• [Task description] Where a line in the data below includes the word "Eugênio", count it. State the total and nothing more.

• [Supplied records]
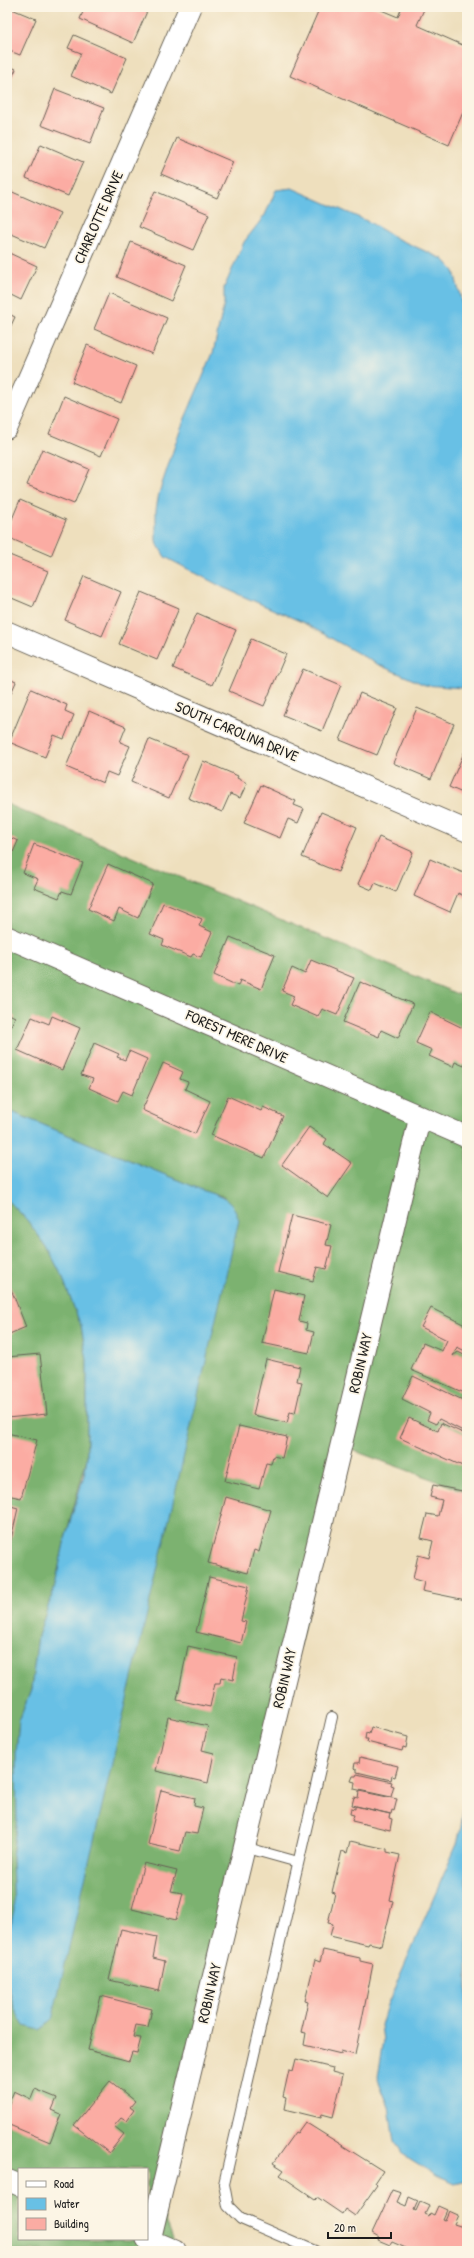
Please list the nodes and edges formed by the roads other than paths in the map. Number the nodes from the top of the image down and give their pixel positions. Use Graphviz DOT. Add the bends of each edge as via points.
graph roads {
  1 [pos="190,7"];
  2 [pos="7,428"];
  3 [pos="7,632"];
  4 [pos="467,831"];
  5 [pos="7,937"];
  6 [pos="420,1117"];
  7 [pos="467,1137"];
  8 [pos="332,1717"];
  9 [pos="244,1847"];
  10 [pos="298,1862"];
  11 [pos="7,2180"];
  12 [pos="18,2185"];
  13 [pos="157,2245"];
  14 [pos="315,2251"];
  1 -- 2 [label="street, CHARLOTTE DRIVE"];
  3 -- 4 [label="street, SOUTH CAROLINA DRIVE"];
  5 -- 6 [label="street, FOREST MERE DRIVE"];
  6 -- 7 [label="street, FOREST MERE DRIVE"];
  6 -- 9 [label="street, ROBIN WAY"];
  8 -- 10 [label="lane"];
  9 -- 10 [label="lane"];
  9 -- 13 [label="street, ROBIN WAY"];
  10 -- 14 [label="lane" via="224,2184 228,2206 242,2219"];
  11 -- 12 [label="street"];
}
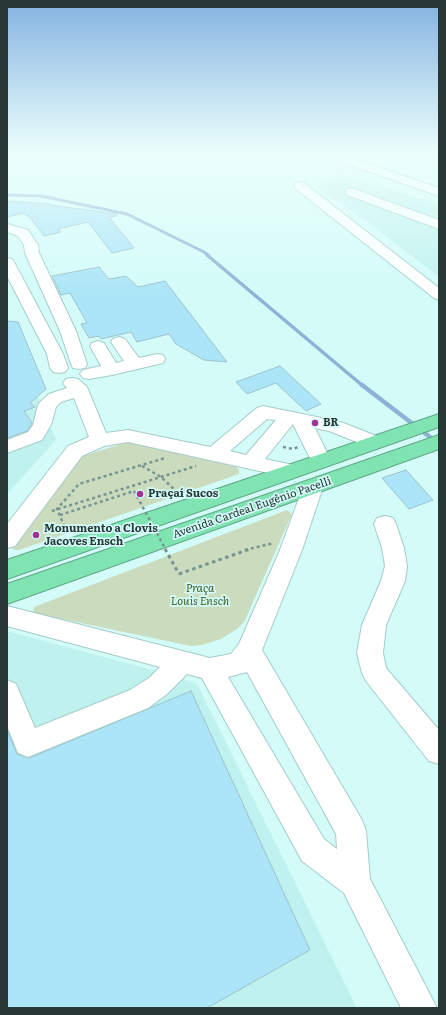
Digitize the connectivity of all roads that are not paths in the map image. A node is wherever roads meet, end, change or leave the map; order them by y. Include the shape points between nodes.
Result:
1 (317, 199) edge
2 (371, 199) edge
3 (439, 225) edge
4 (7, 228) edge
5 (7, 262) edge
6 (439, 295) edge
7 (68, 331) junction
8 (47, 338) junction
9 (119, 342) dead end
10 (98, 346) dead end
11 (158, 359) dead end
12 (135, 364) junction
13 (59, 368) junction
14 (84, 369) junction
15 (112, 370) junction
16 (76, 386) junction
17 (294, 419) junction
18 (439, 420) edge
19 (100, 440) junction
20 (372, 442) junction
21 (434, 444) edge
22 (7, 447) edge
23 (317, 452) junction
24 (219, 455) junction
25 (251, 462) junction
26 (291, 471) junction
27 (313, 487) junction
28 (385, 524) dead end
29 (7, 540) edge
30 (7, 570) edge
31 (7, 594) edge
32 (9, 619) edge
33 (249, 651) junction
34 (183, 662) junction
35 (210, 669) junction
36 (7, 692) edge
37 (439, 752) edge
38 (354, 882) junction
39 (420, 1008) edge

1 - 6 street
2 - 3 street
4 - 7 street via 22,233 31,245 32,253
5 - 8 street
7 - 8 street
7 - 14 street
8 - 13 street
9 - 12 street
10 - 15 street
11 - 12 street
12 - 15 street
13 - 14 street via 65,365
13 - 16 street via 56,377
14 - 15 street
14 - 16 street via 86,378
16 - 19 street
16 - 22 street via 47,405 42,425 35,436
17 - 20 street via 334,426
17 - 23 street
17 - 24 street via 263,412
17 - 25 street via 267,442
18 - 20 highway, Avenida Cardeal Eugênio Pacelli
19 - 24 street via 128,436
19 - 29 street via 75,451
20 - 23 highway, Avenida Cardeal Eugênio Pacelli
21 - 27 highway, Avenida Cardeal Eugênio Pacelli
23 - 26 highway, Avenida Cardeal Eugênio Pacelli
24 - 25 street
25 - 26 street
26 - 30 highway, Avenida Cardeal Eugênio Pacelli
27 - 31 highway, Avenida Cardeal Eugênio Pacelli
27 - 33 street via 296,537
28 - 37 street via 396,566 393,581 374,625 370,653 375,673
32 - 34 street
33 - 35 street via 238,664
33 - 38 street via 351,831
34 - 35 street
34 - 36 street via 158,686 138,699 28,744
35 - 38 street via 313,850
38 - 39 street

• [Solution to the exercise] 6